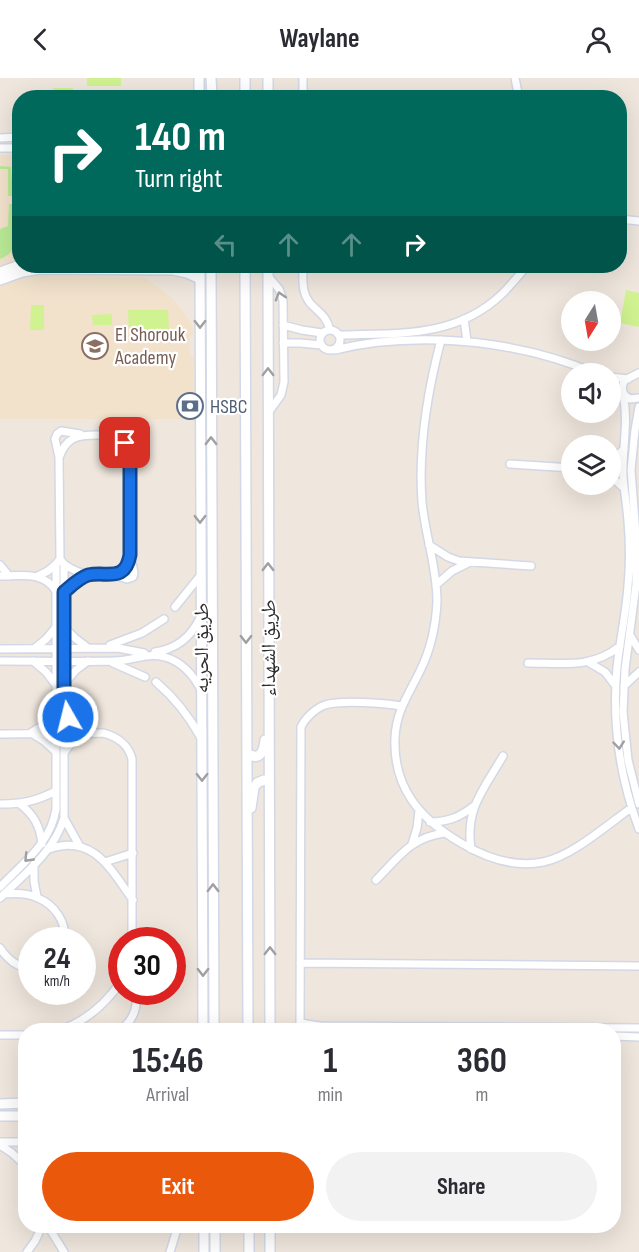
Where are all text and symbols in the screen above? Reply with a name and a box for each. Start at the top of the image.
icon: back [24,23,57,56]
text: Waylane [279,23,360,55]
icon: person [582,23,615,56]
text: 140 m [135,112,226,163]
icon: right [36,114,114,192]
text: Turn right [135,163,222,195]
icon: left [209,228,242,261]
icon: ahead [272,228,305,261]
icon: ahead [335,228,368,261]
icon: right [398,228,431,261]
north arrow [561,291,621,351]
map controls [561,291,621,495]
one-way arrow [275,292,287,302]
one-way arrow [194,319,206,328]
place label: El Shorouk Academy [114,323,186,370]
school or university icon: El Shorouk Academy [80,331,110,361]
button: sound [561,363,621,423]
one-way arrow [262,368,274,377]
bank icon: HSBC [175,391,205,421]
place label: HSBC [210,395,247,419]
pin [99,417,150,468]
icon: arrive [108,426,141,459]
button: layers [561,435,621,495]
one-way arrow [205,437,217,446]
one-way arrow [194,514,206,523]
one-way arrow [262,563,274,572]
street label: طريق الشهداء [257,599,281,697]
street label: طريق الحريه [190,603,214,693]
one-way arrow [240,634,252,643]
position arrow [36,685,100,749]
one-way arrow [612,740,624,749]
one-way arrow [196,772,208,781]
one-way arrow [24,851,35,862]
one-way arrow [207,884,219,893]
speed limit sign: 30 [108,927,186,1005]
text: 24 [44,941,70,977]
one-way arrow [264,947,276,956]
one-way arrow [197,967,209,976]
text: km/h [44,972,70,991]
text: 15:46 [132,1040,204,1083]
text: 1 [323,1040,337,1083]
text: 360 [457,1040,507,1083]
text: Arrival [146,1083,189,1107]
text: min [318,1083,343,1107]
text: m [475,1083,488,1107]
button: Exit [42,1152,314,1221]
button: Share [326,1152,597,1221]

* * *

_What needs to be done_
Copy out all lines of the listing above that include "label".

_Finished task_
place label: El Shorouk Academy [114,323,186,370]
place label: HSBC [210,395,247,419]
street label: طريق الشهداء [257,599,281,697]
street label: طريق الحريه [190,603,214,693]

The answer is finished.